Quelle: Gesetze im Internet — Bundesministerium der Justiz / juris GmbH (gesetze-im-internet.de), wiedergegeben unter der Lizenz Open (Bundesrecht, no formally named licence).
Was die Vorschrift wirklich sagt
Bei einer Anordnung von Vor- und Nacherbfolge erhält zunächst der Vorerbe das Erbe. Nach Eintritt eines festgelegten Ereignisses, etwa dem Ableben des Vorerben, fällt der Nachlass dem Nacherben zu. Der Vorerbe ist grundsätzlich gehalten, die Erbschaft für den Nacherben zu erhalten.
Verwendet der Vorerbe Gegenstände aus dem Nachlass für persönliche Zwecke außerhalb der ordnungsgemäßen Verwaltung, entsteht eine Ersatzpflicht.

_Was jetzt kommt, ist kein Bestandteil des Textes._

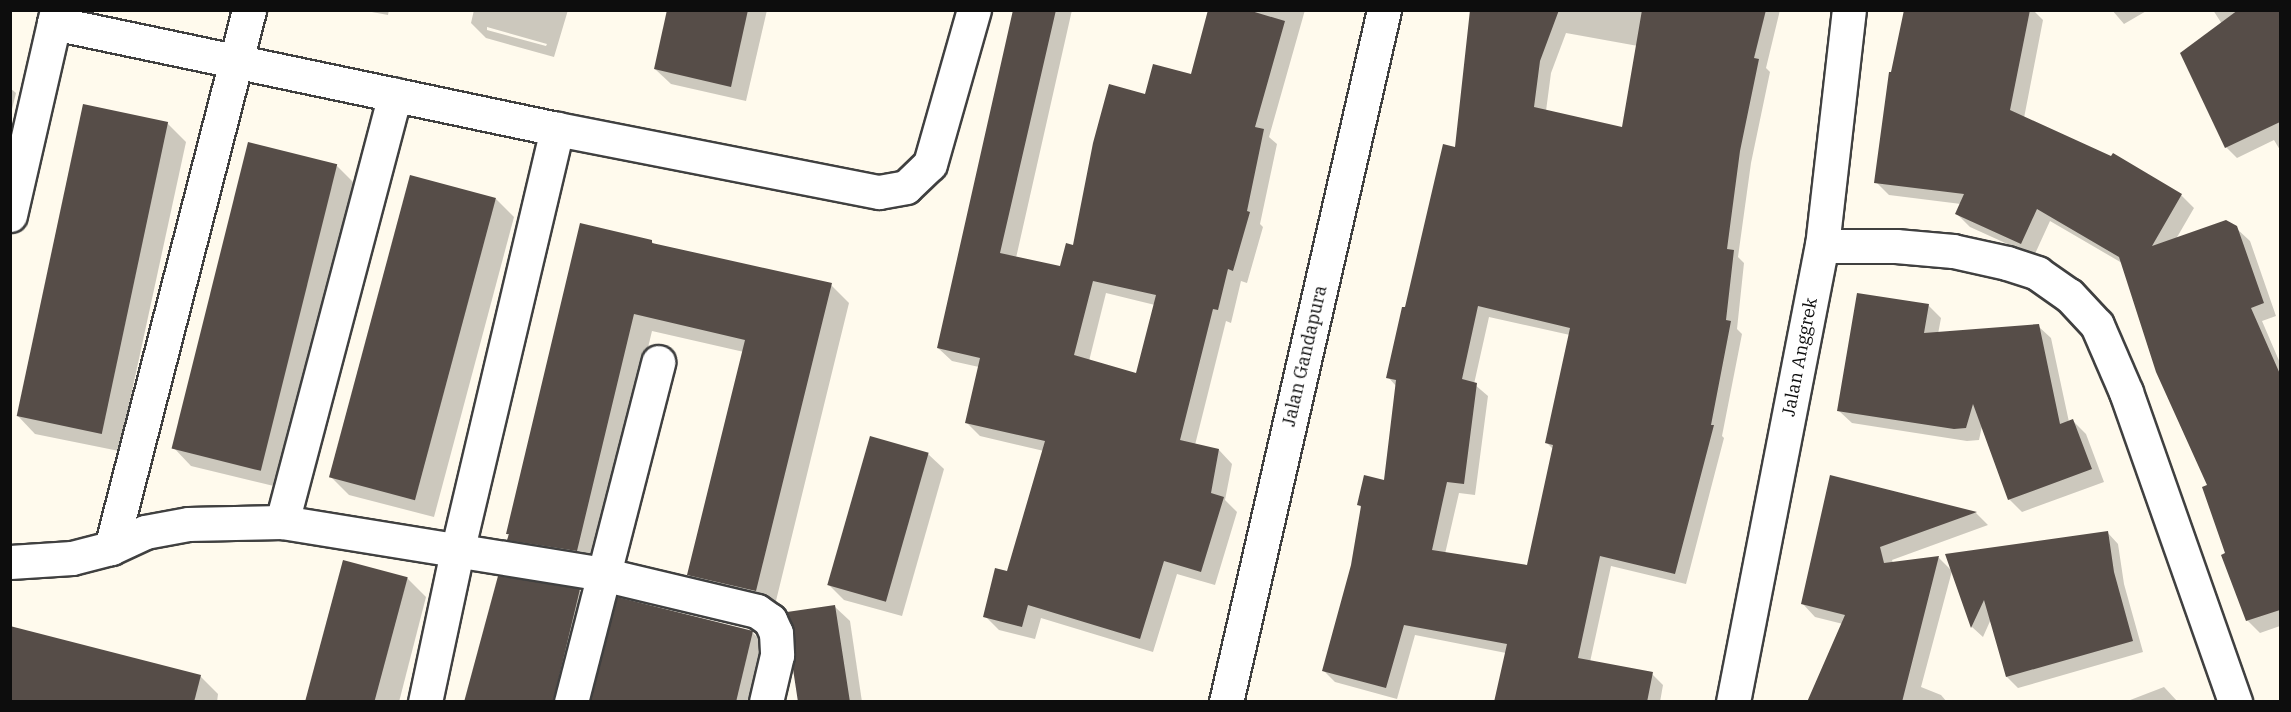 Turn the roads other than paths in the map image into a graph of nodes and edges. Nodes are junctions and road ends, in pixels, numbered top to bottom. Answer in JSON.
{"nodes":[{"id":1,"x":249,"y":10,"type":"edge"},
{"id":2,"x":974,"y":10,"type":"edge"},
{"id":3,"x":1384,"y":10,"type":"edge"},
{"id":4,"x":1849,"y":10,"type":"edge"},
{"id":5,"x":56,"y":17,"type":"edge"},
{"id":6,"x":236,"y":60,"type":"junction"},
{"id":7,"x":396,"y":95,"type":"junction"},
{"id":8,"x":557,"y":129,"type":"junction"},
{"id":9,"x":10,"y":215,"type":"edge"},
{"id":10,"x":1822,"y":246,"type":"junction"},
{"id":11,"x":658,"y":362,"type":"dead end"},
{"id":12,"x":282,"y":522,"type":"junction"},
{"id":13,"x":111,"y":548,"type":"junction"},
{"id":14,"x":457,"y":552,"type":"junction"},
{"id":15,"x":10,"y":562,"type":"edge"},
{"id":16,"x":602,"y":574,"type":"junction"},
{"id":17,"x":425,"y":702,"type":"edge"},
{"id":18,"x":571,"y":702,"type":"edge"},
{"id":19,"x":766,"y":702,"type":"edge"},
{"id":20,"x":1226,"y":702,"type":"edge"},
{"id":21,"x":1733,"y":702,"type":"edge"},
{"id":22,"x":2235,"y":702,"type":"edge"}],
"edges":[{"from":1,"to":6,"type":"street"},
{"from":2,"to":8,"type":"street"},
{"from":3,"to":20,"type":"street","name":"Jalan Gandapura"},
{"from":4,"to":10,"type":"street","name":"Jalan Anggrek"},
{"from":5,"to":6,"type":"street"},
{"from":5,"to":9,"type":"street"},
{"from":6,"to":7,"type":"street"},
{"from":6,"to":13,"type":"street"},
{"from":7,"to":8,"type":"street"},
{"from":7,"to":12,"type":"street"},
{"from":8,"to":14,"type":"street"},
{"from":10,"to":21,"type":"street","name":"Jalan Anggrek"},
{"from":10,"to":22,"type":"street"},
{"from":11,"to":16,"type":"street"},
{"from":12,"to":13,"type":"street"},
{"from":12,"to":14,"type":"street"},
{"from":13,"to":15,"type":"street"},
{"from":14,"to":16,"type":"street"},
{"from":14,"to":17,"type":"street"},
{"from":16,"to":18,"type":"street"},
{"from":16,"to":19,"type":"street"}]} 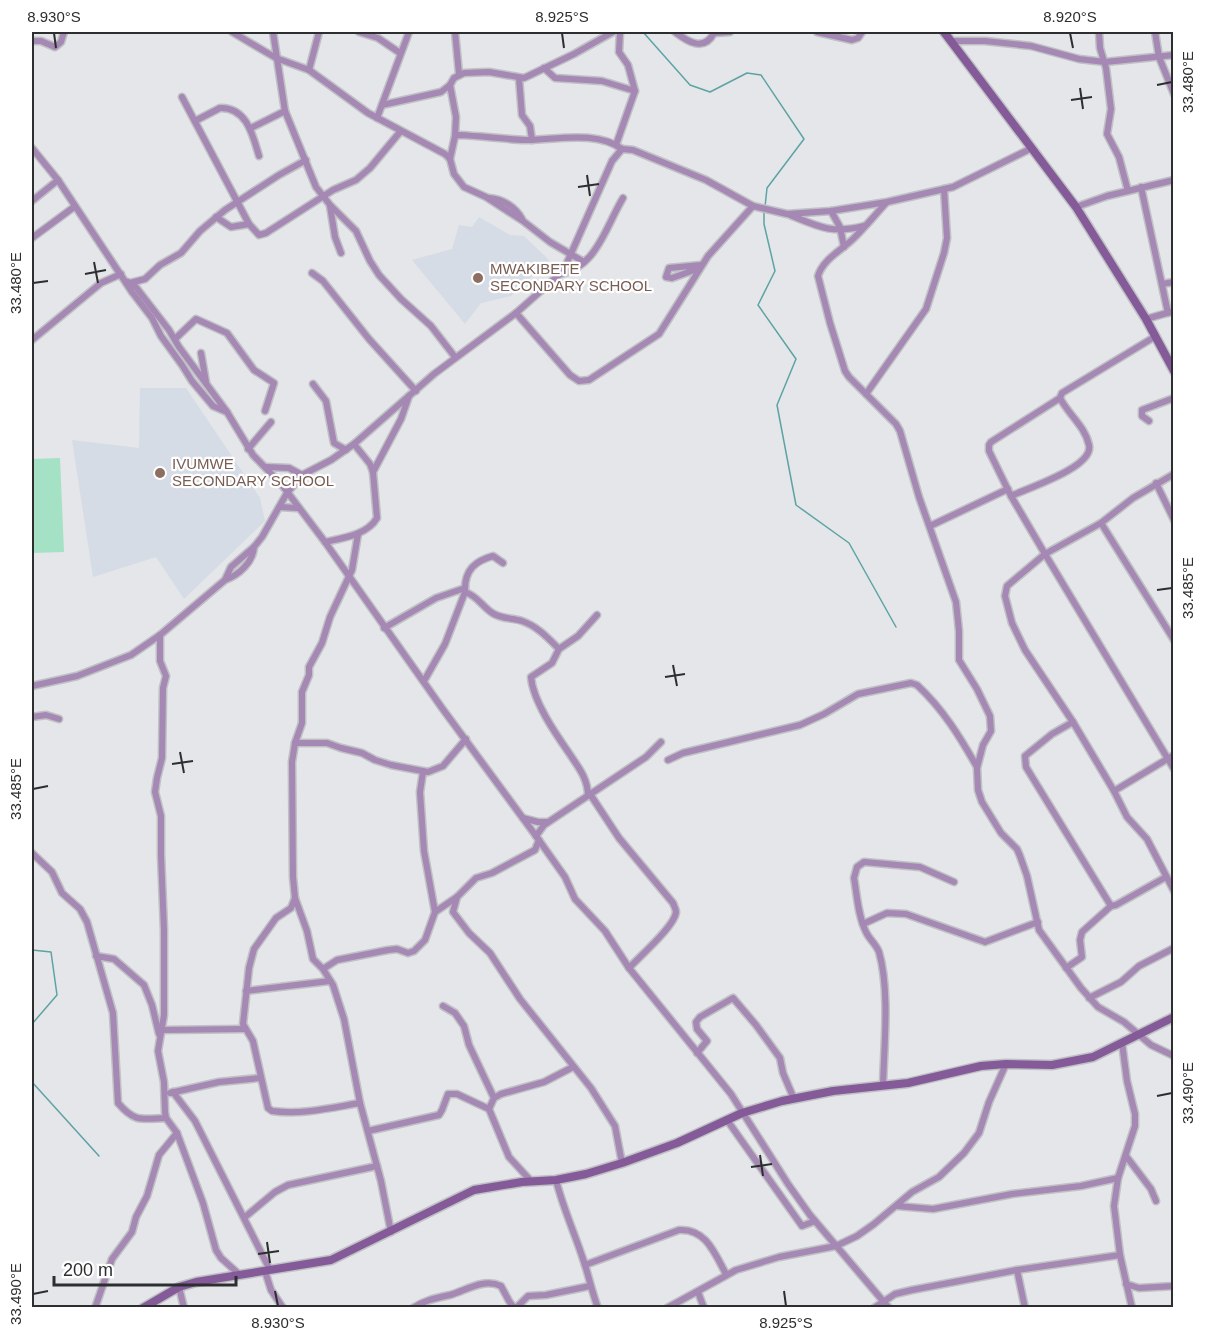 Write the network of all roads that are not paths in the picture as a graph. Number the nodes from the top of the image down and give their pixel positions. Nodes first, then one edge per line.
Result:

Nach Eintritt der Nacherbfolge schuldet der Vorerbe beziehungsweise dessen eigener Nachlass dem Nacherben den Wertersatz. Eine Haftung für schuldhafte Pflichtverletzungen bleibt daneben bestehen.
Wann sie gilt
- Der Vorerbe nutzt Bargeld aus dem Nachlass für private Vergnügungsreisen
- Die Vorerbin nimmt Schmuckstücke aus der Erbschaft für sich in Anspruch und veräußert sie für eigene Zwecke
- Der Vorerbe verbraucht Vorräte oder Rohstoffe aus dem Erbe für seinen privaten Geschäftsbetrieb
Was dieser Paragraf nicht sagt
- Die gewöhnliche Abnutzung von Gegenständen im Rahmen ordnungsgemäßer Nutzung (§ 2132)
- Handlungen eines vom Erblasser befreiten Vorerben (§ 2136)
- Die allgemeine Pflicht zur Herausgabe der verbliebenen Erbschaftsgegenstände (§ 2130)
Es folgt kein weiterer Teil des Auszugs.